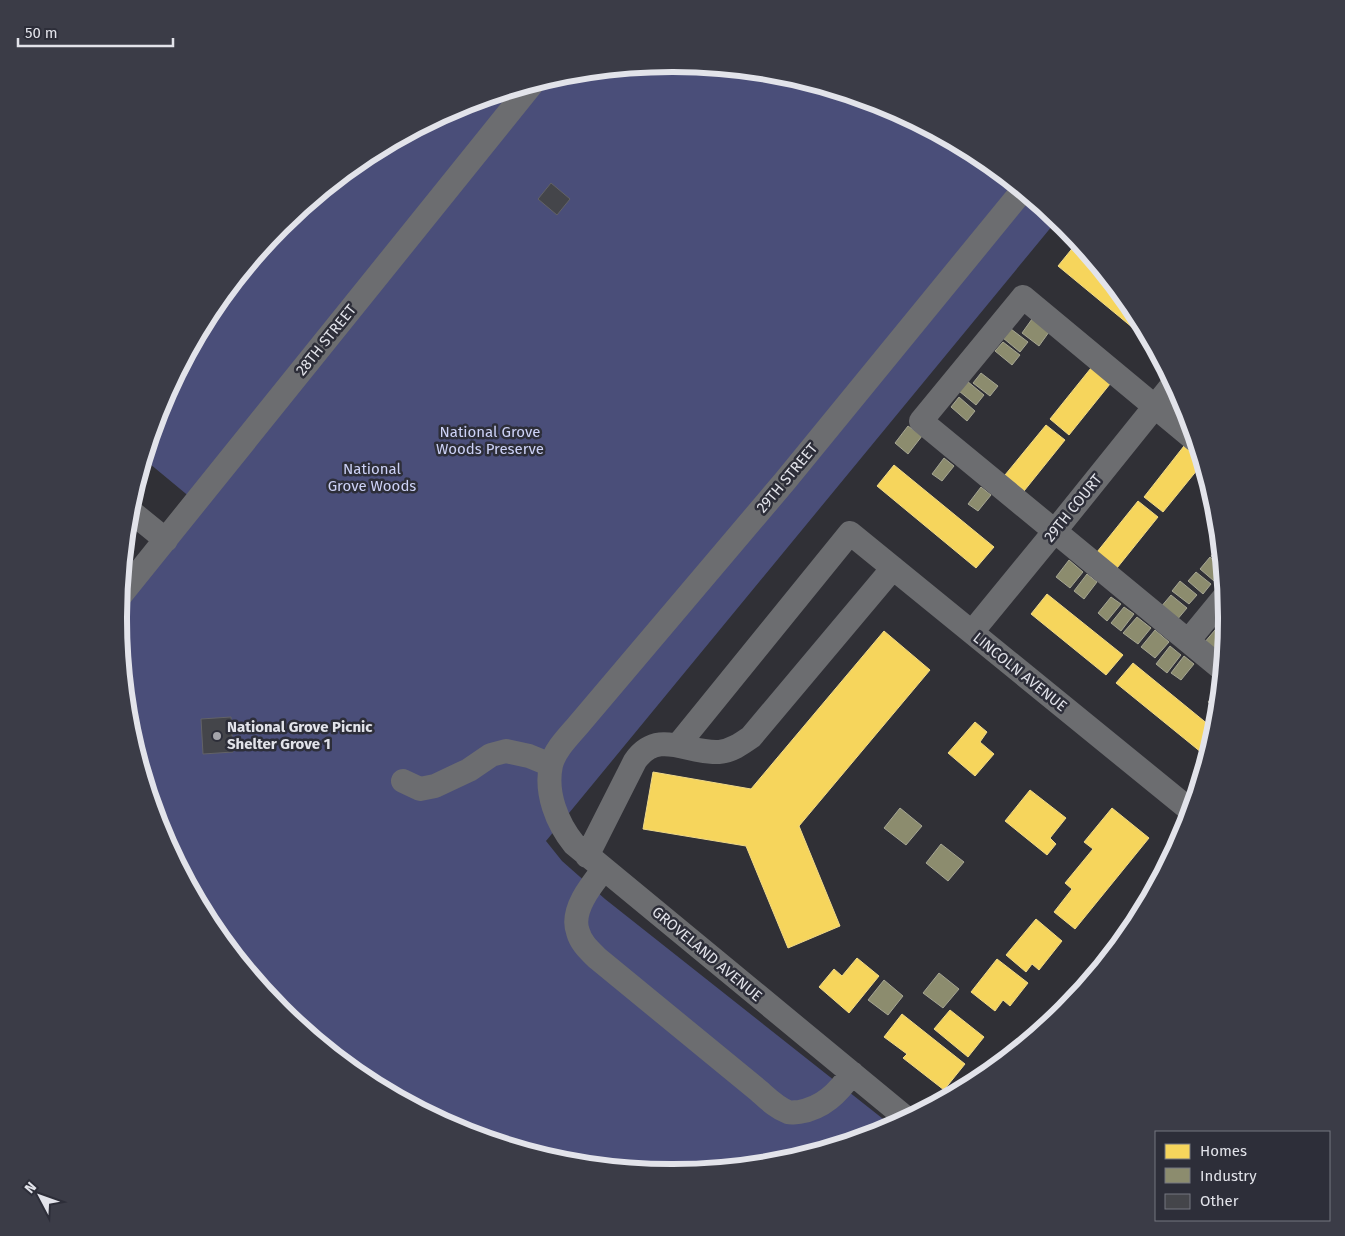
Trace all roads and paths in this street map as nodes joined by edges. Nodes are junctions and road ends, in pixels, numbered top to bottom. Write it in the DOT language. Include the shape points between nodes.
graph roads {
  1 [pos="525,93"];
  2 [pos="1018,196"];
  3 [pos="1168,390"];
  4 [pos="1153,406"];
  5 [pos="1185,432"];
  6 [pos="136,516"];
  7 [pos="1054,532"];
  8 [pos="166,540"];
  9 [pos="893,568"];
  10 [pos="128,586"];
  11 [pos="1218,605"];
  12 [pos="972,632"];
  13 [pos="1188,641"];
  14 [pos="1216,664"];
  15 [pos="678,745"];
  16 [pos="551,764"];
  17 [pos="403,781"];
  18 [pos="1184,805"];
  19 [pos="596,862"];
  20 [pos="852,1073"];
  21 [pos="900,1113"];
  1 -- 8 [label="street, 28TH STREET"];
  2 -- 16 [label="street, 29TH STREET" via="785,481 580,723"];
  3 -- 4 [label="street, 29TH COURT"];
  4 -- 5 [label="street"];
  4 -- 7 [label="street, 29TH COURT"];
  4 -- 7 [label="street" via="1023,297 920,421"];
  6 -- 8 [label="street"];
  7 -- 12 [label="street, 29TH COURT"];
  7 -- 13 [label="street"];
  8 -- 10 [label="street, 28TH STREET"];
  9 -- 12 [label="street, LINCOLN AVENUE"];
  9 -- 15 [label="street" via="750,737 736,747 719,752"];
  9 -- 15 [label="street, LINCOLN AVENUE" via="850,533"];
  11 -- 13 [label="street"];
  12 -- 18 [label="street, LINCOLN AVENUE"];
  13 -- 14 [label="street"];
  15 -- 19 [label="street" via="652,745 640,753"];
  16 -- 17 [label="street" via="506,751 491,755 435,786 420,789"];
  16 -- 19 [label="street, GROVELAND AVENUE" via="550,784 558,819 574,844"];
  19 -- 20 [label="street, GROVELAND AVENUE"];
  19 -- 20 [label="street" via="595,880 576,918 584,945 778,1108 790,1113 812,1110 827,1101"];
  20 -- 21 [label="street, GROVELAND AVENUE"];
}
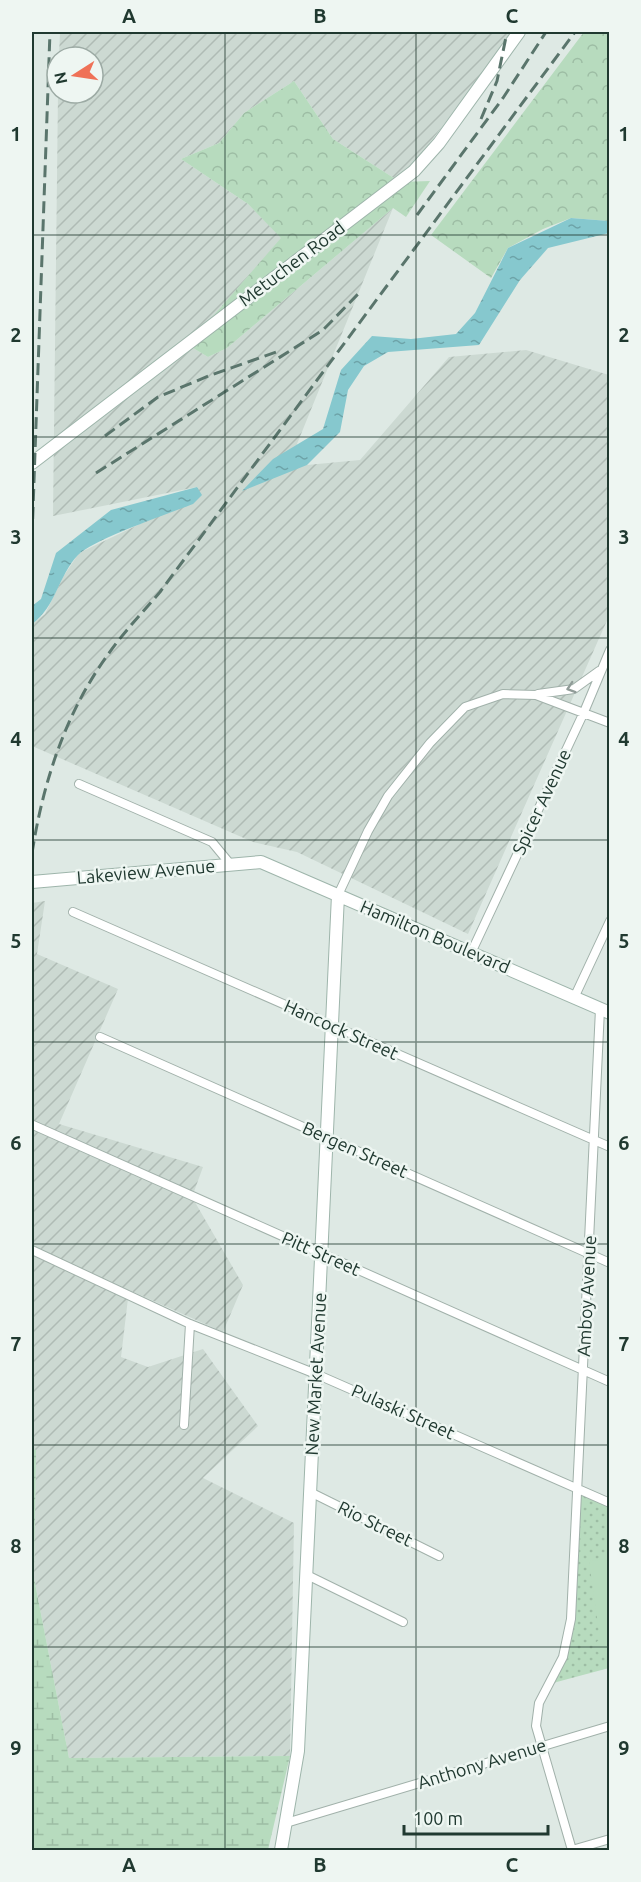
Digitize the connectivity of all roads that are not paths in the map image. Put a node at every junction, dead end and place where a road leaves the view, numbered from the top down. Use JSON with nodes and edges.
{"nodes":[{"id":1,"x":519,"y":32,"type":"edge"},
{"id":2,"x":32,"y":463,"type":"edge"},
{"id":3,"x":609,"y":650,"type":"edge"},
{"id":4,"x":602,"y":669,"type":"junction"},
{"id":5,"x":536,"y":694,"type":"junction"},
{"id":6,"x":584,"y":712,"type":"junction"},
{"id":7,"x":609,"y":723,"type":"edge"},
{"id":8,"x":79,"y":784,"type":"dead end"},
{"id":9,"x":261,"y":862,"type":"joint"},
{"id":10,"x":231,"y":865,"type":"junction"},
{"id":11,"x":32,"y":882,"type":"edge"},
{"id":12,"x":338,"y":895,"type":"junction"},
{"id":13,"x":73,"y":912,"type":"dead end"},
{"id":14,"x":609,"y":921,"type":"edge"},
{"id":15,"x":471,"y":953,"type":"junction"},
{"id":16,"x":574,"y":998,"type":"junction"},
{"id":17,"x":605,"y":1011,"type":"edge"},
{"id":18,"x":332,"y":1026,"type":"junction"},
{"id":19,"x":100,"y":1037,"type":"dead end"},
{"id":20,"x":33,"y":1125,"type":"edge"},
{"id":21,"x":327,"y":1137,"type":"junction"},
{"id":22,"x":595,"y":1141,"type":"junction"},
{"id":23,"x":609,"y":1147,"type":"edge"},
{"id":24,"x":32,"y":1250,"type":"edge"},
{"id":25,"x":589,"y":1253,"type":"junction"},
{"id":26,"x":321,"y":1254,"type":"junction"},
{"id":27,"x":609,"y":1263,"type":"edge"},
{"id":28,"x":190,"y":1324,"type":"junction"},
{"id":29,"x":583,"y":1370,"type":"junction"},
{"id":30,"x":316,"y":1374,"type":"junction"},
{"id":31,"x":609,"y":1382,"type":"edge"},
{"id":32,"x":183,"y":1425,"type":"dead end"},
{"id":33,"x":578,"y":1489,"type":"junction"},
{"id":34,"x":310,"y":1492,"type":"junction"},
{"id":35,"x":609,"y":1503,"type":"edge"},
{"id":36,"x":439,"y":1556,"type":"dead end"},
{"id":37,"x":307,"y":1575,"type":"junction"},
{"id":38,"x":403,"y":1622,"type":"dead end"},
{"id":39,"x":609,"y":1726,"type":"edge"},
{"id":40,"x":540,"y":1747,"type":"junction"},
{"id":41,"x":286,"y":1823,"type":"junction"},
{"id":42,"x":609,"y":1839,"type":"edge"},
{"id":43,"x":281,"y":1851,"type":"edge"},
{"id":44,"x":572,"y":1851,"type":"edge"}],
"edges":[{"from":1,"to":2,"type":"main road","name":"Metuchen Road"},
{"from":3,"to":4,"type":"street","name":"Spicer Avenue"},
{"from":4,"to":5,"type":"street","one_way":true},
{"from":4,"to":6,"type":"street","name":"Spicer Avenue"},
{"from":5,"to":6,"type":"street"},
{"from":5,"to":12,"type":"street"},
{"from":6,"to":7,"type":"street"},
{"from":6,"to":15,"type":"street","name":"Spicer Avenue"},
{"from":8,"to":10,"type":"street"},
{"from":9,"to":10,"type":"main road","name":"Lakeview Avenue"},
{"from":9,"to":12,"type":"main road","name":"Hamilton Boulevard"},
{"from":10,"to":11,"type":"main road","name":"Lakeview Avenue"},
{"from":12,"to":15,"type":"main road","name":"Hamilton Boulevard"},
{"from":12,"to":18,"type":"main road","name":"New Market Avenue"},
{"from":13,"to":18,"type":"street","name":"Hancock Street"},
{"from":14,"to":16,"type":"street"},
{"from":15,"to":16,"type":"main road","name":"Hamilton Boulevard"},
{"from":16,"to":17,"type":"main road","name":"Hamilton Boulevard"},
{"from":17,"to":22,"type":"street","name":"Amboy Avenue"},
{"from":18,"to":21,"type":"main road","name":"New Market Avenue"},
{"from":18,"to":22,"type":"street","name":"Hancock Street"},
{"from":19,"to":21,"type":"street","name":"Bergen Street"},
{"from":20,"to":26,"type":"street","name":"Pitt Street"},
{"from":21,"to":25,"type":"street","name":"Bergen Street"},
{"from":21,"to":26,"type":"main road","name":"New Market Avenue"},
{"from":22,"to":23,"type":"street","name":"Hancock Street"},
{"from":22,"to":25,"type":"street","name":"Amboy Avenue"},
{"from":24,"to":28,"type":"street","name":"Pulaski Street"},
{"from":25,"to":27,"type":"street","name":"Bergen Street"},
{"from":25,"to":29,"type":"street","name":"Amboy Avenue"},
{"from":26,"to":29,"type":"street","name":"Pitt Street"},
{"from":26,"to":30,"type":"main road","name":"New Market Avenue"},
{"from":28,"to":30,"type":"street","name":"Pulaski Street"},
{"from":28,"to":32,"type":"street"},
{"from":29,"to":31,"type":"street","name":"Pitt Street"},
{"from":29,"to":33,"type":"street","name":"Amboy Avenue"},
{"from":30,"to":33,"type":"street","name":"Pulaski Street"},
{"from":30,"to":34,"type":"main road","name":"New Market Avenue"},
{"from":33,"to":35,"type":"street","name":"Pulaski Street"},
{"from":33,"to":40,"type":"street","name":"Amboy Avenue"},
{"from":34,"to":36,"type":"street","name":"Rio Street"},
{"from":34,"to":37,"type":"main road","name":"New Market Avenue"},
{"from":37,"to":38,"type":"street"},
{"from":37,"to":41,"type":"main road","name":"New Market Avenue"},
{"from":39,"to":40,"type":"street","name":"Anthony Avenue"},
{"from":40,"to":41,"type":"street","name":"Anthony Avenue"},
{"from":40,"to":44,"type":"street","name":"Amboy Avenue"},
{"from":41,"to":43,"type":"main road","name":"New Market Avenue"},
{"from":42,"to":44,"type":"street"}]}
━━━━━━━━━━━━━━━━━━━━━━━━━━━━━━
*How to complete this task*. Check each line above for the string "dead" and show the ones that have it.

*Response to this task*.
Digitize the connectivity of all roads that are not paths in the map image. Put a node at every junction, dead end and place where a road leaves the view, numbered from the top down. Use JSON with nodes and edges.
{"id":8,"x":79,"y":784,"type":"dead end"},
{"id":13,"x":73,"y":912,"type":"dead end"},
{"id":19,"x":100,"y":1037,"type":"dead end"},
{"id":32,"x":183,"y":1425,"type":"dead end"},
{"id":36,"x":439,"y":1556,"type":"dead end"},
{"id":38,"x":403,"y":1622,"type":"dead end"},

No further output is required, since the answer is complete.